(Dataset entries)

-- Opening Marker --

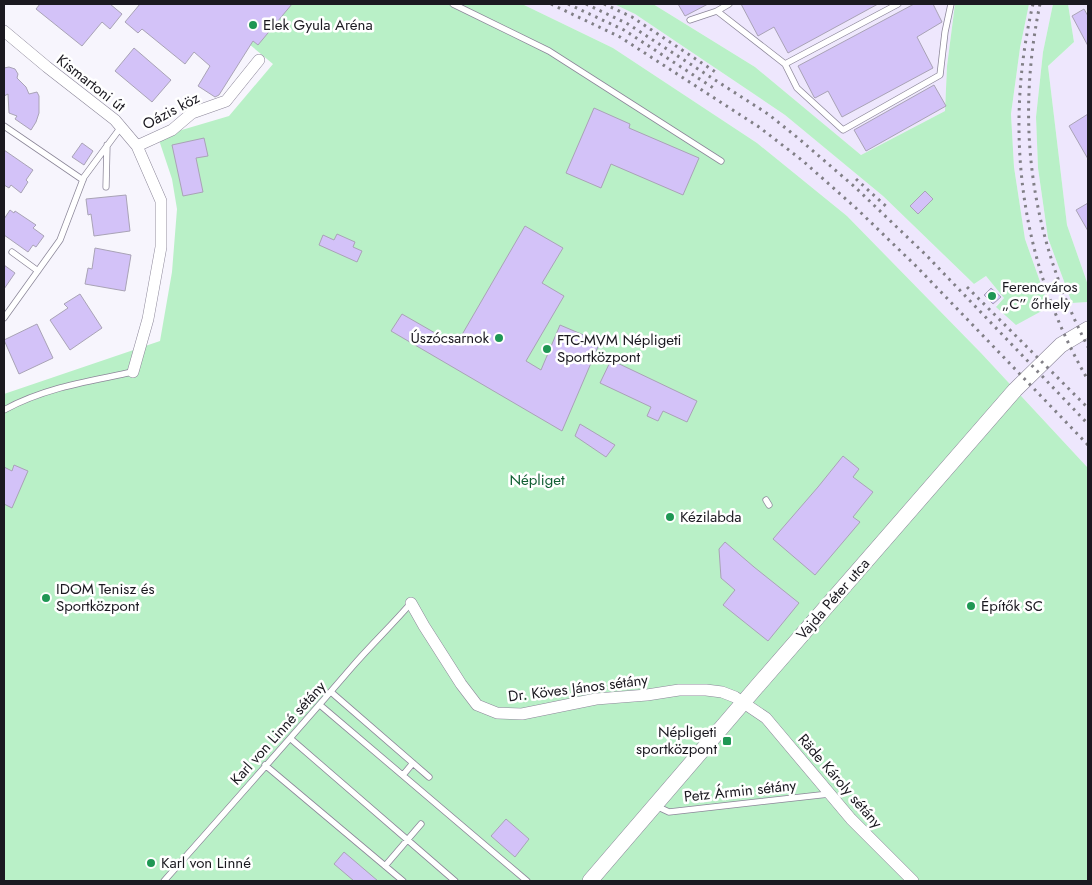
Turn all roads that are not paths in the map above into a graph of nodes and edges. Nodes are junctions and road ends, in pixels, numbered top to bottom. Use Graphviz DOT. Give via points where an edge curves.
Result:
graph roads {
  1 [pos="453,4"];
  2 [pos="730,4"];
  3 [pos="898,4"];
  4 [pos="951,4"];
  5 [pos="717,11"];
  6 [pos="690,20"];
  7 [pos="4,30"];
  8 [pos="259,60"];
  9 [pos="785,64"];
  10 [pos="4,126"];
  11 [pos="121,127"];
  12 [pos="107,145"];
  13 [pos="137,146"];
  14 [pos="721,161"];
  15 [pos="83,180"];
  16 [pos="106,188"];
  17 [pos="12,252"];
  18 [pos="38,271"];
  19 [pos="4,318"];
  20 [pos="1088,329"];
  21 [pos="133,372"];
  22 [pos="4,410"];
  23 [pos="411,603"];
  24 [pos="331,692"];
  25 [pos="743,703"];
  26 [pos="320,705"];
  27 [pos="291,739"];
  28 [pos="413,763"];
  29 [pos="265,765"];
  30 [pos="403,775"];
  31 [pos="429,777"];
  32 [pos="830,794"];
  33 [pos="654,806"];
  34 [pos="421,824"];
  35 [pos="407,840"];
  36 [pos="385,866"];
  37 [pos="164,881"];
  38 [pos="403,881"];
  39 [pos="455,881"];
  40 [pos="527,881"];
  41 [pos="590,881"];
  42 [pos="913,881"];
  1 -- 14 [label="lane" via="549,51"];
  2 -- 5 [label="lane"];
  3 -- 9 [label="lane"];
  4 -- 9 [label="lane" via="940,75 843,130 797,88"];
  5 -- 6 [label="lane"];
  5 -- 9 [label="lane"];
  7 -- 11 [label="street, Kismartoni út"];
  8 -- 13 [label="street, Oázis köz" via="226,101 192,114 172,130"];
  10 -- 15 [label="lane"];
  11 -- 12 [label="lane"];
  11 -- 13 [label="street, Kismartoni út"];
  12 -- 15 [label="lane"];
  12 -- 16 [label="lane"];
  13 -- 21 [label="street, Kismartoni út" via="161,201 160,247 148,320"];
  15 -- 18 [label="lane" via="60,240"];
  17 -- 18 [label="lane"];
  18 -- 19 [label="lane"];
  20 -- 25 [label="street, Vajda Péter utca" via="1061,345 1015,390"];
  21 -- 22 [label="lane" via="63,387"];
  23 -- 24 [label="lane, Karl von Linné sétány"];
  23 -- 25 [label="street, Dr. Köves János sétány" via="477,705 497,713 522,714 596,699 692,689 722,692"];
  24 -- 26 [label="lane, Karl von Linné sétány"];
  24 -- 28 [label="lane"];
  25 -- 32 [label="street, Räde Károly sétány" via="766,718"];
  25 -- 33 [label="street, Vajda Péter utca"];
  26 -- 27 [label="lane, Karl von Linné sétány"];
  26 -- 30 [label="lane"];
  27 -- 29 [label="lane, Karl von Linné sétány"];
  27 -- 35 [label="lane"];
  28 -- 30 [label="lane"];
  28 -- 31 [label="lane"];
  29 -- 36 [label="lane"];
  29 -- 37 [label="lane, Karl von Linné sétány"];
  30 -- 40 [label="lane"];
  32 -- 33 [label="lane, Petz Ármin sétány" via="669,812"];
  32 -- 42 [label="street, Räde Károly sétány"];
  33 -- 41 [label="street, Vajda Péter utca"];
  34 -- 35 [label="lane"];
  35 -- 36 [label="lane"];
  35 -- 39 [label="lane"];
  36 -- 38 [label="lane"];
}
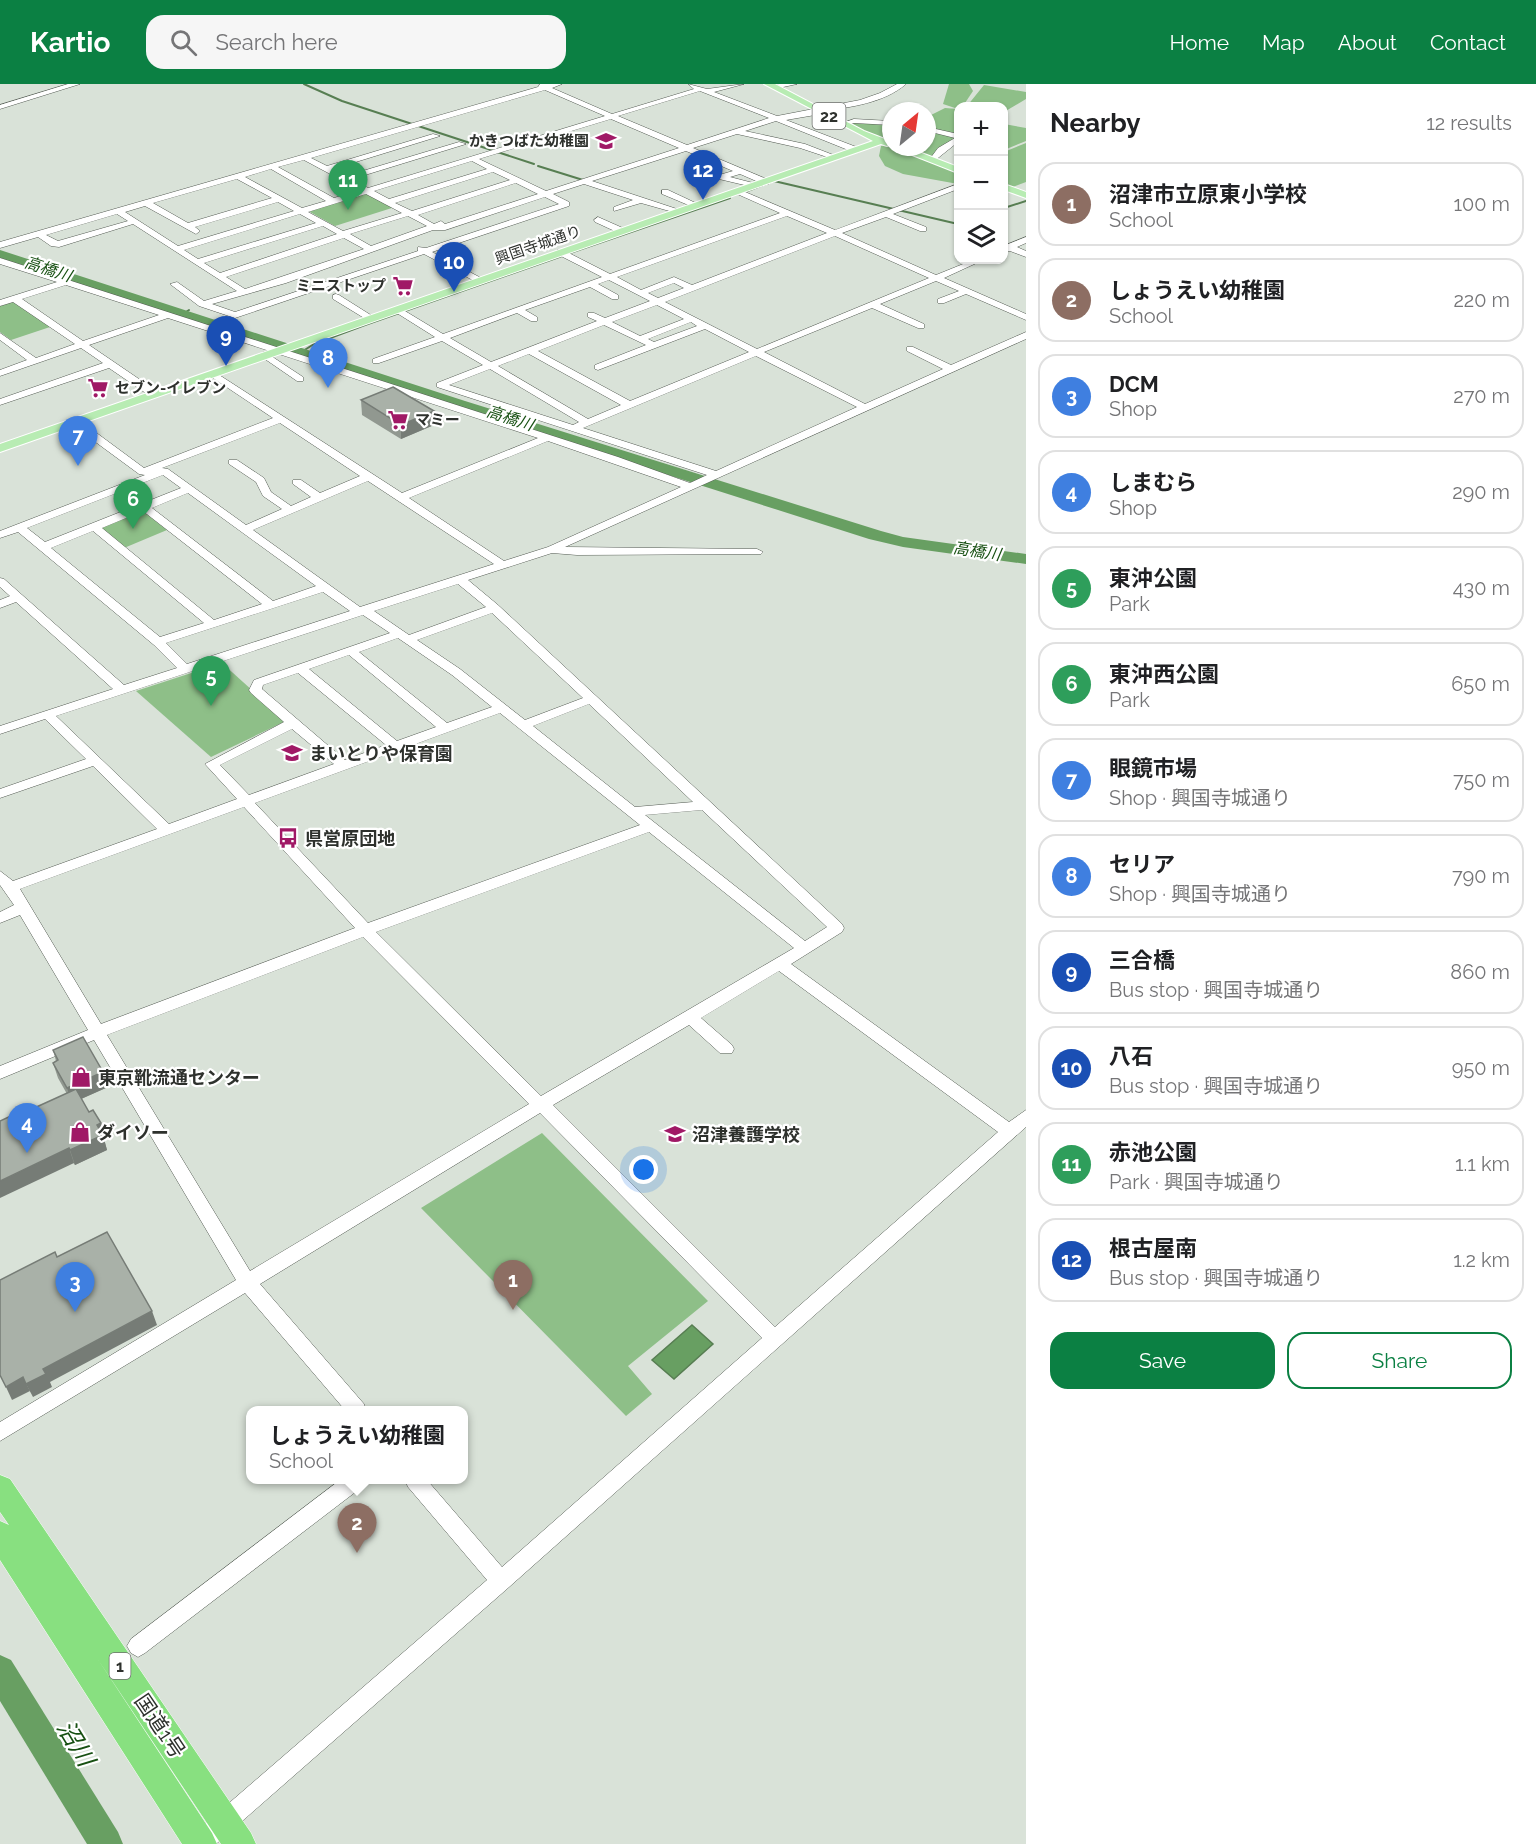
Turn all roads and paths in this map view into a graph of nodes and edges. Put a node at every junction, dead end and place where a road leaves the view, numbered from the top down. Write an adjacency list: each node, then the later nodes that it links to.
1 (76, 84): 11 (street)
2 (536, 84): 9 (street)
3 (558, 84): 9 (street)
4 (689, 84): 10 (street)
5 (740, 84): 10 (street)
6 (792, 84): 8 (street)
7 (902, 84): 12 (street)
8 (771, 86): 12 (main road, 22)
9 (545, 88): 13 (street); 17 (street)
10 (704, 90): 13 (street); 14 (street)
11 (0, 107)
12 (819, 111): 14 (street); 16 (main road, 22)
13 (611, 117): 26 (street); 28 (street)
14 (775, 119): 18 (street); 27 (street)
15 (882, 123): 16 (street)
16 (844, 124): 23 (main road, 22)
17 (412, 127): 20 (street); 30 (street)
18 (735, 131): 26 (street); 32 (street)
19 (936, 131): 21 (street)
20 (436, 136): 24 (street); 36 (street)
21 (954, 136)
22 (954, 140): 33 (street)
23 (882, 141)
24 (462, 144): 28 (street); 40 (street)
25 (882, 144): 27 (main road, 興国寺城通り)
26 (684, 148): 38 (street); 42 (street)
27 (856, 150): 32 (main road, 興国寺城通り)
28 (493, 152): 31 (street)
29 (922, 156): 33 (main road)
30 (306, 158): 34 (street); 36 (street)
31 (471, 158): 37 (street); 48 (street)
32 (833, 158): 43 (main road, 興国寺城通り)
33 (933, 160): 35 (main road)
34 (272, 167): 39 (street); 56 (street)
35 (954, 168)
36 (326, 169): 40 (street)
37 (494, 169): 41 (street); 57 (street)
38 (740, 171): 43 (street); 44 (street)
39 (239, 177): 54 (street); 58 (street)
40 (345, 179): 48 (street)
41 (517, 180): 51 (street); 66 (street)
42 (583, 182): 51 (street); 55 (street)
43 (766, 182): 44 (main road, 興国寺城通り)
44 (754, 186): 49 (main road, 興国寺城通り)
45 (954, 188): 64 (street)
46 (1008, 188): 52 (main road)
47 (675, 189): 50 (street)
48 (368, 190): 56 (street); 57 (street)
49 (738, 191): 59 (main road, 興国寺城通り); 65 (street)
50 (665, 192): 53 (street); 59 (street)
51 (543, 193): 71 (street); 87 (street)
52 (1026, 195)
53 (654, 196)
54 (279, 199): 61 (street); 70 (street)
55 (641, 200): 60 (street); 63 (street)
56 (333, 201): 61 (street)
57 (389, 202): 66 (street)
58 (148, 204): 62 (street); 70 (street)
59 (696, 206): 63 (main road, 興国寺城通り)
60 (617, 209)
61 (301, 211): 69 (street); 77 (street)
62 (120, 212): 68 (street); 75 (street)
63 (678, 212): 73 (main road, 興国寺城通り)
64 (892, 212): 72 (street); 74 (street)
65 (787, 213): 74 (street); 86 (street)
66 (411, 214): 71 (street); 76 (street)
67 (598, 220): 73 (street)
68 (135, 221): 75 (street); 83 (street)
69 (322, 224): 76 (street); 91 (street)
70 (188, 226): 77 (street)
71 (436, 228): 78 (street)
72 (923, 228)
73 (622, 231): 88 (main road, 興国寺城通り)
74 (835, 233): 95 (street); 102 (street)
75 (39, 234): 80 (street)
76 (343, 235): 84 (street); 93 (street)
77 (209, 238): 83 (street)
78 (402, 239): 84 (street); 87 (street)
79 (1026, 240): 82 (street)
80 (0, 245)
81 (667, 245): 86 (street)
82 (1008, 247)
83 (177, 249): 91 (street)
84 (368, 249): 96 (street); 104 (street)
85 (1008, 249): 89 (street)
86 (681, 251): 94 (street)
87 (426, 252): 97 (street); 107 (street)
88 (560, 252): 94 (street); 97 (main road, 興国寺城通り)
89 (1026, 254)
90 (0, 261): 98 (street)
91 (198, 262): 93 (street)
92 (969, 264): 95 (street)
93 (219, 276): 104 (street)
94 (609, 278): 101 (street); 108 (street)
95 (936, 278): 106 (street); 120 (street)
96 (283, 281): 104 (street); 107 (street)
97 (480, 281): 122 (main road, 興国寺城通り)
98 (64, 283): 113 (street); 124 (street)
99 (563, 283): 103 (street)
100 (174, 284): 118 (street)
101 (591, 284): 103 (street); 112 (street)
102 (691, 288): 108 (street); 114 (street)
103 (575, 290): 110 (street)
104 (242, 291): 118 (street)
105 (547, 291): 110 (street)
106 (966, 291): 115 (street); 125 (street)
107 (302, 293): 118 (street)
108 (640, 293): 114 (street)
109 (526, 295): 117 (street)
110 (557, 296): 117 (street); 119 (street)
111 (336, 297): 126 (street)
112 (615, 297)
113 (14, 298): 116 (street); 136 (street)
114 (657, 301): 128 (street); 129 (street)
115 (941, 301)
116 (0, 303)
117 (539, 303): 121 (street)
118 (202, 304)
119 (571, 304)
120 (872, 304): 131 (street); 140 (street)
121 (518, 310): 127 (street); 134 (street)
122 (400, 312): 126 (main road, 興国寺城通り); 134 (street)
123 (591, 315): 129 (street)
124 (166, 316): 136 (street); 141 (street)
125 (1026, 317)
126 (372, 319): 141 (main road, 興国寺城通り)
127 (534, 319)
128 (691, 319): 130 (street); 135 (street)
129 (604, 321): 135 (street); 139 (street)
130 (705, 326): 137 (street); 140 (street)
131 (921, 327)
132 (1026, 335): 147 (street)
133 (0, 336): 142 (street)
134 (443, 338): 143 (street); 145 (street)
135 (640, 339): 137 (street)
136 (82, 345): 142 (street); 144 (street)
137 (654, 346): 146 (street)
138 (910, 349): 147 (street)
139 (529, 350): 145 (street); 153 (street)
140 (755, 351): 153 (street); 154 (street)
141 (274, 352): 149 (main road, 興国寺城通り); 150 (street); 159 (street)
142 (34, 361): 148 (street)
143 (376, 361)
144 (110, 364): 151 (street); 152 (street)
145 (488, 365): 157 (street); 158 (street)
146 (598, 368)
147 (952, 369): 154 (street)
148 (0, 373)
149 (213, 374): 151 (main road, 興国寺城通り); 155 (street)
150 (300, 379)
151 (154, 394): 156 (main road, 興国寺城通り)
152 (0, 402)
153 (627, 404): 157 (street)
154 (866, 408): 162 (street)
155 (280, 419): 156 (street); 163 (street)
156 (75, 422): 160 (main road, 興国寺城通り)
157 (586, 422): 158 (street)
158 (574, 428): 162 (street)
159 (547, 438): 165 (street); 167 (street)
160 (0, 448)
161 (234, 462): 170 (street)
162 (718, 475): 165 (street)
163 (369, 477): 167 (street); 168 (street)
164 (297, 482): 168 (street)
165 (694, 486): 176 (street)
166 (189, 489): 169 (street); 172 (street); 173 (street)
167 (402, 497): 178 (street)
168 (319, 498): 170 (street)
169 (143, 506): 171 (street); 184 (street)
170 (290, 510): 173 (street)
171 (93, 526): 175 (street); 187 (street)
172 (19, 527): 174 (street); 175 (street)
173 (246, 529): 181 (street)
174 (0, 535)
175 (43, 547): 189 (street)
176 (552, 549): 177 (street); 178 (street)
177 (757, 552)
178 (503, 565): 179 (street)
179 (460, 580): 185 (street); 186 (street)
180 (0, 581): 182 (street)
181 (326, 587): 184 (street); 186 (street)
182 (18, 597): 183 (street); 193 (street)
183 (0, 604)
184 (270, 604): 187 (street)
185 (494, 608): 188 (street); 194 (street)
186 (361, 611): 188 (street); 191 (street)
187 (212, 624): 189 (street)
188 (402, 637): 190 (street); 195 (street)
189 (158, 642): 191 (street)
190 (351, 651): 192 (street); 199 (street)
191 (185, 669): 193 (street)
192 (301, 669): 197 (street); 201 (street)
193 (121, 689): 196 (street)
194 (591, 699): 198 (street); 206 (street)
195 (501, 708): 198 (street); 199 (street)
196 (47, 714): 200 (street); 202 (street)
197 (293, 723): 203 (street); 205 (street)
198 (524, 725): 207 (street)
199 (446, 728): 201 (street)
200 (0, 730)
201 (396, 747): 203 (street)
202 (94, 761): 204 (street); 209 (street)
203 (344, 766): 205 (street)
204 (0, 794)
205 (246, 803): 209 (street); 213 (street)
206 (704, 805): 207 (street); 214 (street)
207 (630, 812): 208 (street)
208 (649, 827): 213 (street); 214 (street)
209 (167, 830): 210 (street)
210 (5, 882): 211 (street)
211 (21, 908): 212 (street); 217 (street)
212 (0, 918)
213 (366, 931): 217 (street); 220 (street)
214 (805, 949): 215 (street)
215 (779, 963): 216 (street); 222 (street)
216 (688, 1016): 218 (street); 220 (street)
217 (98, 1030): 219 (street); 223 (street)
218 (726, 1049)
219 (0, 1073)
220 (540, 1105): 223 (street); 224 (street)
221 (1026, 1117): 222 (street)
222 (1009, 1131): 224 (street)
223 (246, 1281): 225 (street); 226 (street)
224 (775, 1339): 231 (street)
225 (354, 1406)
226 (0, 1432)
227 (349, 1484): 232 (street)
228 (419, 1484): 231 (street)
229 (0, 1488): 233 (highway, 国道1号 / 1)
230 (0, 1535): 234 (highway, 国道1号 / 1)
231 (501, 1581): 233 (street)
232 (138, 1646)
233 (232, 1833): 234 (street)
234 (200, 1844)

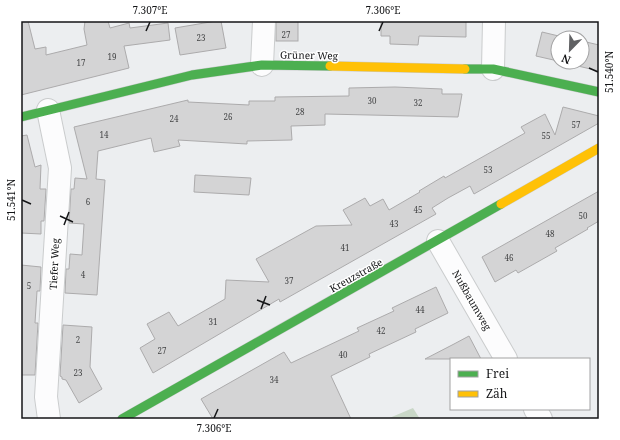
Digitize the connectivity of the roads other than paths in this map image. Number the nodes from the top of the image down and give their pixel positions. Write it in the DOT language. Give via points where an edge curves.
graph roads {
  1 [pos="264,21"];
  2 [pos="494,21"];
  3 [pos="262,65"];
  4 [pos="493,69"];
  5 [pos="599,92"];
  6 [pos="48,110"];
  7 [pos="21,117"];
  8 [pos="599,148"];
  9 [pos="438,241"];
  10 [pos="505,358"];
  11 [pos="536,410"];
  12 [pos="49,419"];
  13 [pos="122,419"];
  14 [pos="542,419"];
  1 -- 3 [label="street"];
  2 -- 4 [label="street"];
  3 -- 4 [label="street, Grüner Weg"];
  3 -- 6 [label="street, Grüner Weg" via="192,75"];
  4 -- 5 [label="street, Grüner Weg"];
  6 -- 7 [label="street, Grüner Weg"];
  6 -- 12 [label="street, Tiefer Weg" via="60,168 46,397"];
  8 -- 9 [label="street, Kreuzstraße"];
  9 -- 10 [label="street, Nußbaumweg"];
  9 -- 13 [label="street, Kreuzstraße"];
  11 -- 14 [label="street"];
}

-- Closing Marker --

## Task requirements
The answer must be every line of the data that holds the word "Linné".

## Response to this task
  23 -- 24 [label="lane, Karl von Linné sétány"];
  24 -- 26 [label="lane, Karl von Linné sétány"];
  26 -- 27 [label="lane, Karl von Linné sétány"];
  27 -- 29 [label="lane, Karl von Linné sétány"];
  29 -- 37 [label="lane, Karl von Linné sétány"];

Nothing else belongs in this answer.